3) Eğitim konusundaki gözlemleri etkileyici.
Makale, Kürtçe eğitim talebinin arkasında yatan politik motivasyonları sorgularken, anadilde eğitim isteyen grupların aslında çocuklarının daha iyi eğitim alması için İngilizce okulları tercih ettiğini, yani fiilen kendi taleplerine aykırı davrandıklarını dile getiriyor. Bu tespit, yazının düşünce derinliğini artırıyor ve içindeki çelişkileri gözler önüne seriyor.
4) Türk-Kürt kaynaşmasının güçlü bir şekilde altı çizilmiş.
Yazar, Türkiye’deki Türk ve Kürt vatandaşların kaynaşmış bir toplum olarak barış içinde yaşadığını belirtirken, terörün bile bu kaynaşmayı bozamamasını anlamlı bir kanıt olarak sunuyor. Bu, toplumsal birlik ve kardeşlik duygusunun korunmasına yönelik güçlü bir mesaj içeriyor.

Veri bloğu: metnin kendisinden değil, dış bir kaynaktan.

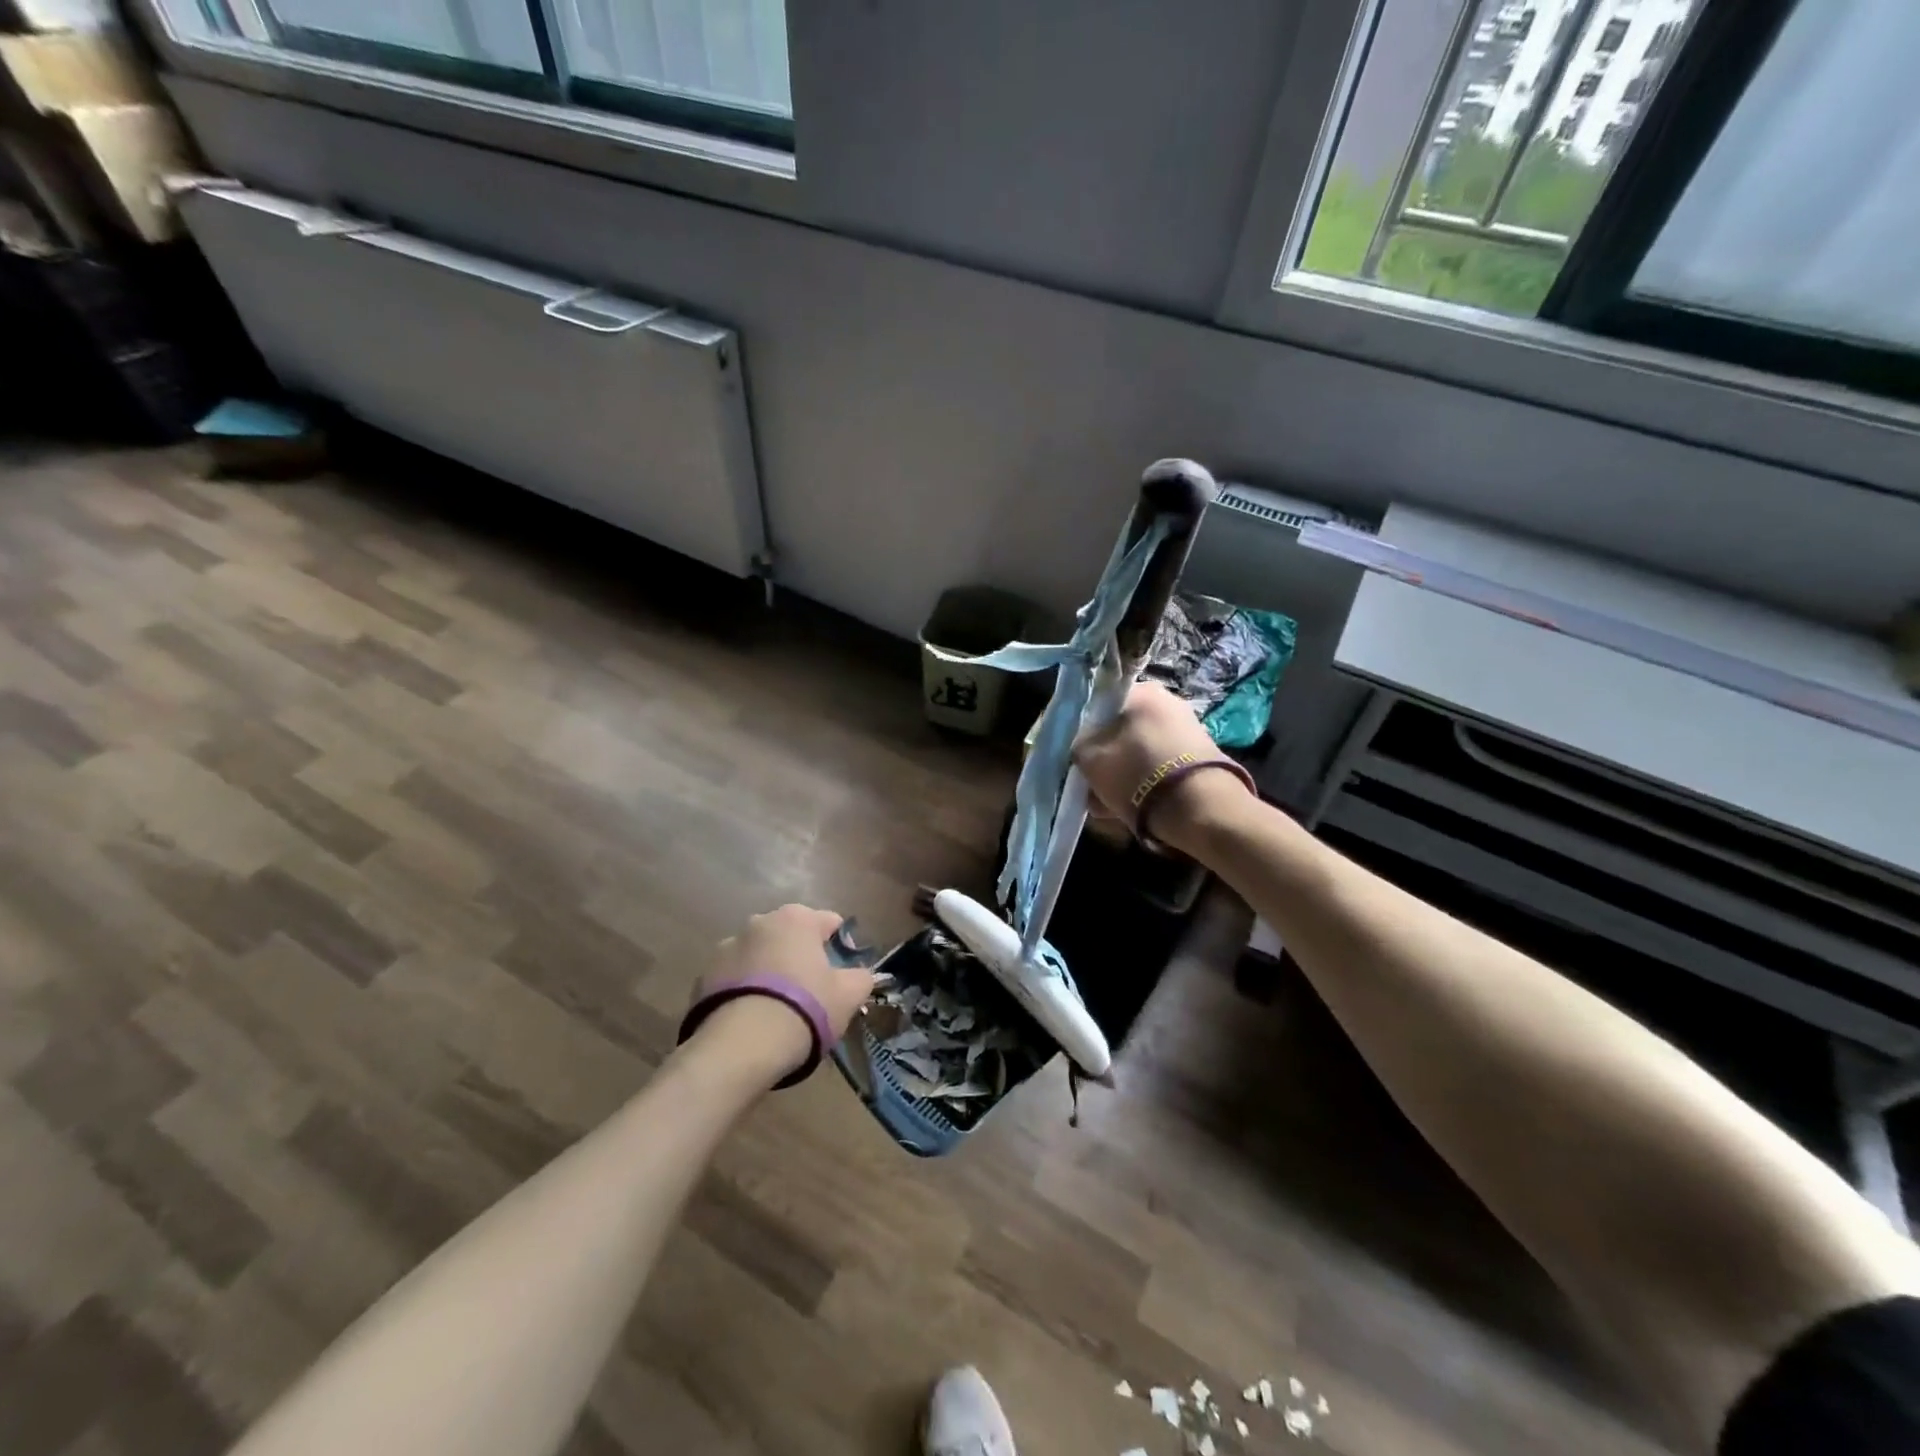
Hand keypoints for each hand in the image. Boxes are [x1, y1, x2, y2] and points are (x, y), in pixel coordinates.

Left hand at [689, 905, 878, 1083]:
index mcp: (797, 918)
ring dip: (769, 972)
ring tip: (777, 1011)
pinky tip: (752, 1021)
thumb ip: (861, 978)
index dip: (841, 947)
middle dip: (800, 957)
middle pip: (790, 937)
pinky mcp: (702, 977)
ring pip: (759, 956)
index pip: (830, 922)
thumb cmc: (805, 1008)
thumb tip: (861, 975)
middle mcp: (759, 922)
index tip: (842, 976)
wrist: (742, 1046)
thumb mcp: (849, 995)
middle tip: (811, 993)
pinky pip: (733, 980)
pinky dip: (743, 992)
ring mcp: (726, 948)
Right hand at [1073, 682, 1249, 850]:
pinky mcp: (1200, 758)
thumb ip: (1078, 747)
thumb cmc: (1137, 774)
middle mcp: (1169, 702)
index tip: (1077, 758)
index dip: (1083, 732)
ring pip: (1139, 752)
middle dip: (1105, 759)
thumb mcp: (1089, 759)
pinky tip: (1131, 809)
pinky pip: (1159, 767)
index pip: (1100, 705)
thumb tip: (1081, 748)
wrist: (1202, 809)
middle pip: (1121, 731)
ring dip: (1122, 775)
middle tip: (1092, 786)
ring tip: (1108, 806)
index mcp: (1143, 691)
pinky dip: (1145, 784)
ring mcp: (1188, 730)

5) Demokratik sorunların etnik ayrımdan bağımsız olduğuna dikkat çekiliyor.
Yazı, Türkiye’nin mevcut demokrasi, hukuk ve ekonomi gibi ortak sorunlarının tüm vatandaşları ilgilendirdiğini vurguluyor. Yani etnik ayrımların değil, temel demokratik ilkeler ve sosyal adaletin esas olduğunu öne sürüyor. Bu, ülkenin sorunlarına daha geniş bir perspektiften yaklaşma önerisi olarak değerlendirilebilir.

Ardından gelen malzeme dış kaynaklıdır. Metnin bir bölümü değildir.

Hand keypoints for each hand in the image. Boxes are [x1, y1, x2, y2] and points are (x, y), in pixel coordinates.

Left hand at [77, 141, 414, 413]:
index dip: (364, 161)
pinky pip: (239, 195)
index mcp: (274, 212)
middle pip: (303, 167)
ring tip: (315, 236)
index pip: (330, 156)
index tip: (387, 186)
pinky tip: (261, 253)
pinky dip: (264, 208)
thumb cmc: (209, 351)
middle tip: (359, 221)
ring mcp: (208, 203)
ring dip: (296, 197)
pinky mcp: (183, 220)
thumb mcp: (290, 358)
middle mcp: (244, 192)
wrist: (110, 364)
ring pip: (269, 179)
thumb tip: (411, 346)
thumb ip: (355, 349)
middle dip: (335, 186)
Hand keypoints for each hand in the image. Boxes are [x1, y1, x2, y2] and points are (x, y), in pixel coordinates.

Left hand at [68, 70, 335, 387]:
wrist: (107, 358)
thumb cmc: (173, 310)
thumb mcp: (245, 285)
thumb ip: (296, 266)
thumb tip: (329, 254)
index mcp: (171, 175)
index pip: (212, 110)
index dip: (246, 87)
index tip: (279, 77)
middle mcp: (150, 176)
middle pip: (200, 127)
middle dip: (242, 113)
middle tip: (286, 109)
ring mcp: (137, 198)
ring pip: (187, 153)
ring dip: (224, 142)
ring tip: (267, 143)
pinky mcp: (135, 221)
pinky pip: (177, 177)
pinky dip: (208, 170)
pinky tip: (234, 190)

6) Yazarın kendi tecrübeleri metne güvenilirlik katıyor.
Ahmet Salih Erdoğan ERÜZ’ün Türk Silahlı Kuvvetleri ve yüksek öğretim kurumlarındaki uzun yıllara dayanan tecrübeleri, yazıya güvenilirlik ve derinlik katıyor. Kendi alanındaki bilgi ve tecrübelerini, ülkemizin hassas meselelerine dair analizlere aktarması takdire şayan.
Bu altı noktada yapılan olumlu eleştirilerle makale, günümüz Türkiye’sinin etnik meseleler bağlamında karşılaştığı bazı yanlış anlaşılmaları açıklıkla ele alırken, çözüm için bütünsel bir yaklaşım öneriyor.
Değerli hocam Sayın Ahmet Salih Erdoğan ERÜZ’e saygı ve şükranlarımla. Hocam, lütfen bizi aydınlatmaya devam edin.